Non si capisce per quale motivo sia stato utilizzato il verbo “continuare”, dato che finora non è stato fatto praticamente niente. Anzi, nella legge di bilancio per il 2019, alla faccia degli investimenti pubblici con moltiplicatori che neanche il più entusiasta dei keynesiani avrebbe la spudoratezza di spacciare, si è proceduto a contrarre ulteriormente gli investimenti a favore di spesa corrente per reddito di cittadinanza e prepensionamenti a quota 100.
Anche questa volta è stato evocato il mitologico team “mani di forbice”, una delle più grandi supercazzole (copyright dello steward e webmaster di Pomigliano) tra le tante che ci sono state somministrate nell’ultimo anno.
Per di più, a fronte di un decreto pomposamente intitolato “crescita”, il governo prevede ora che da un tendenziale di +0.1% il Pil potrebbe crescere dello 0.2%. Non sto a entrare nel merito dei numeri, ma è evidente che se perfino il governo arriva a essere così prudente significa che si tratta di aria fritta. Si ricordi che, fino a poche settimane fa, tanto il presidente del Consiglio quanto i suoi vice continuavano a ritenere possibile una crescita del Pil pari all’1% nel 2019, che, dato l’andamento degli ultimi due trimestri del 2018 e quello prevedibilmente non entusiasmante del primo trimestre del 2019, sarebbe stata realizzabile con tre trimestri a livelli da anni Sessanta del secolo scorso.

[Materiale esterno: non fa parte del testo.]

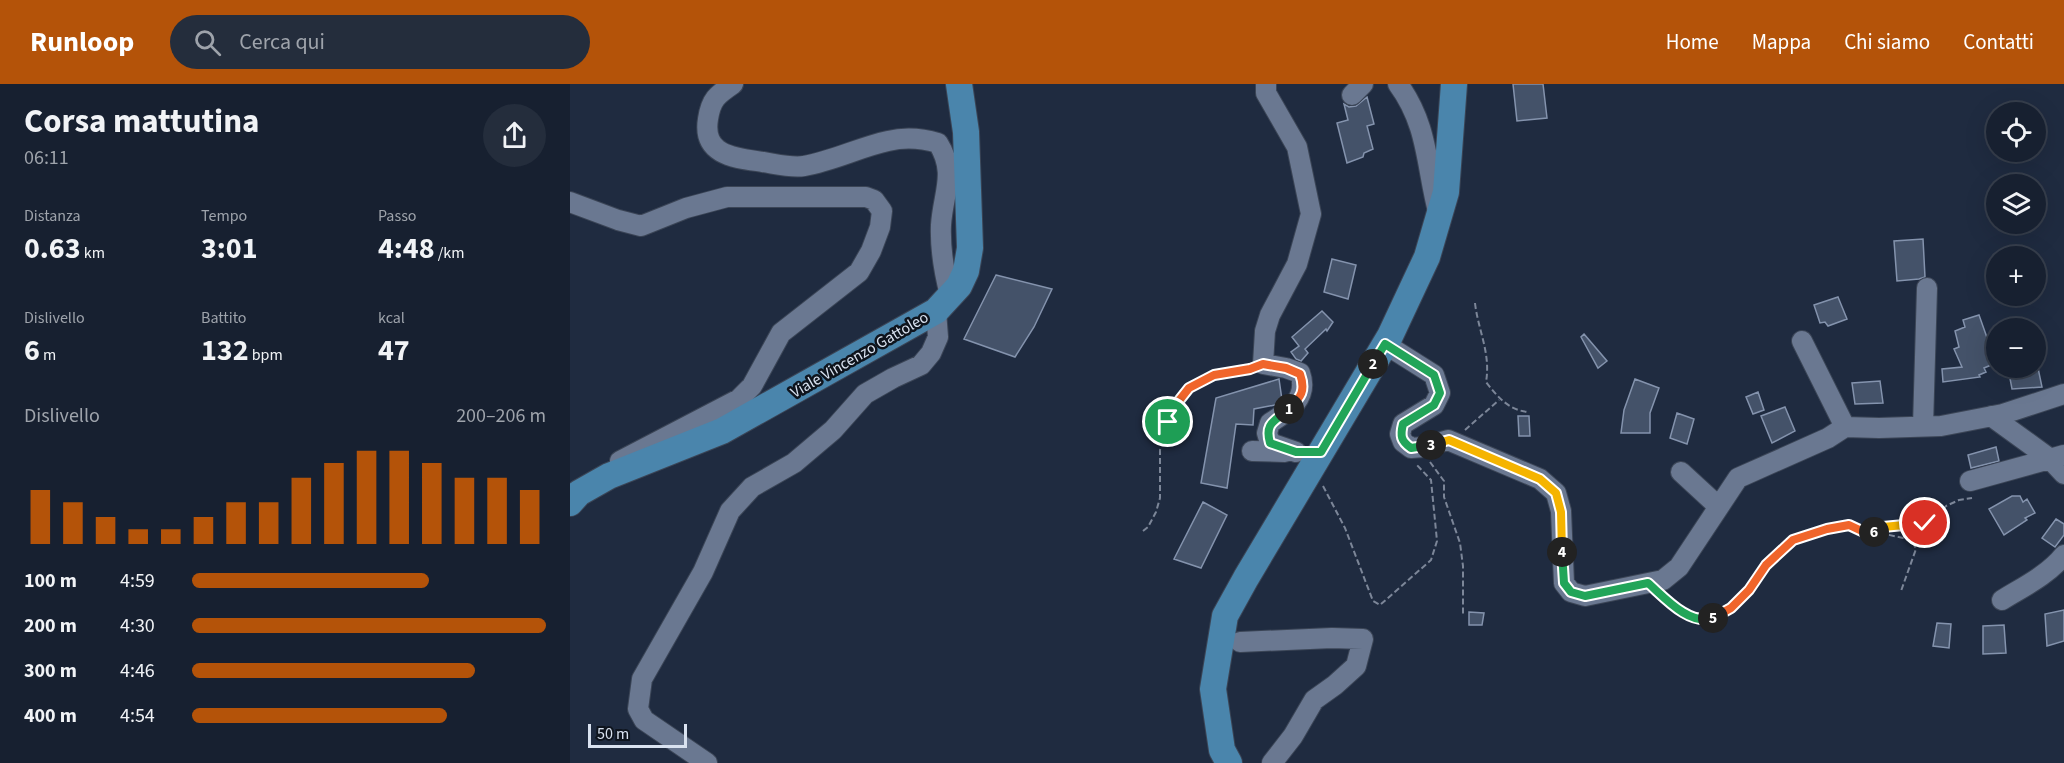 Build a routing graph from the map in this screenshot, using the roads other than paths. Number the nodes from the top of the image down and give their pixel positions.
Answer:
1 (733, 84) edge
2 (958, 84) edge
3 (1266, 84) edge
4 (1398, 84) edge
5 (1454, 84) edge
6 (570, 202) edge
7 (1439, 215) junction
8 (1927, 288) dead end
9 (943, 303) junction
10 (1802, 341) dead end
11 (1385, 344) junction
12 (2064, 394) edge
13 (1991, 416) junction
14 (1923, 426) junction
15 (1845, 427) junction
16 (1252, 451) dead end
17 (2056, 457) edge
18 (1309, 458) junction
19 (1681, 472) dead end
20 (2064, 474) edge
21 (609, 476) junction
22 (1971, 490) road end
23 (570, 503) edge
24 (1718, 506) junction
25 (2064, 555) edge
26 (2002, 600) dead end
27 (1240, 642) dead end
28 (707, 763) edge
29 (1229, 763) edge
30 (1272, 763) edge

1 - 9 street
2 - 9 main road, Viale Vincenzo Gattoleo
3 - 18 street
4 - 7 street
5 - 7 main road
6 - 21 street
7 - 11 main road
8 - 14 street
9 - 21 main road, Viale Vincenzo Gattoleo
9 - 28 street
10 - 15 street
11 - 18 main road
11 - 24 street
12 - 13 street
13 - 14 street
13 - 17 street
14 - 15 street
15 - 24 street
16 - 18 street
17 - 20 street
17 - 22 street
18 - 29 main road
19 - 24 street
21 - 23 main road, Viale Vincenzo Gattoleo
25 - 26 street
27 - 30 street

Pare poi che continui a essere immutato l’obiettivo di realizzare 18 miliardi di euro di incassi da dismissioni di attività reali o finanziarie. Anche in questo caso, considerando che un trimestre è già passato è non è stato ceduto (né, di conseguenza, incassato) niente, la credibilità dell’obiettivo è semplicemente pari a zero. Purtroppo il momento della resa dei conti con la realtà si avvicina ogni giorno di più, e temo che non ci siano prospettive rosee per i pagatori di tasse.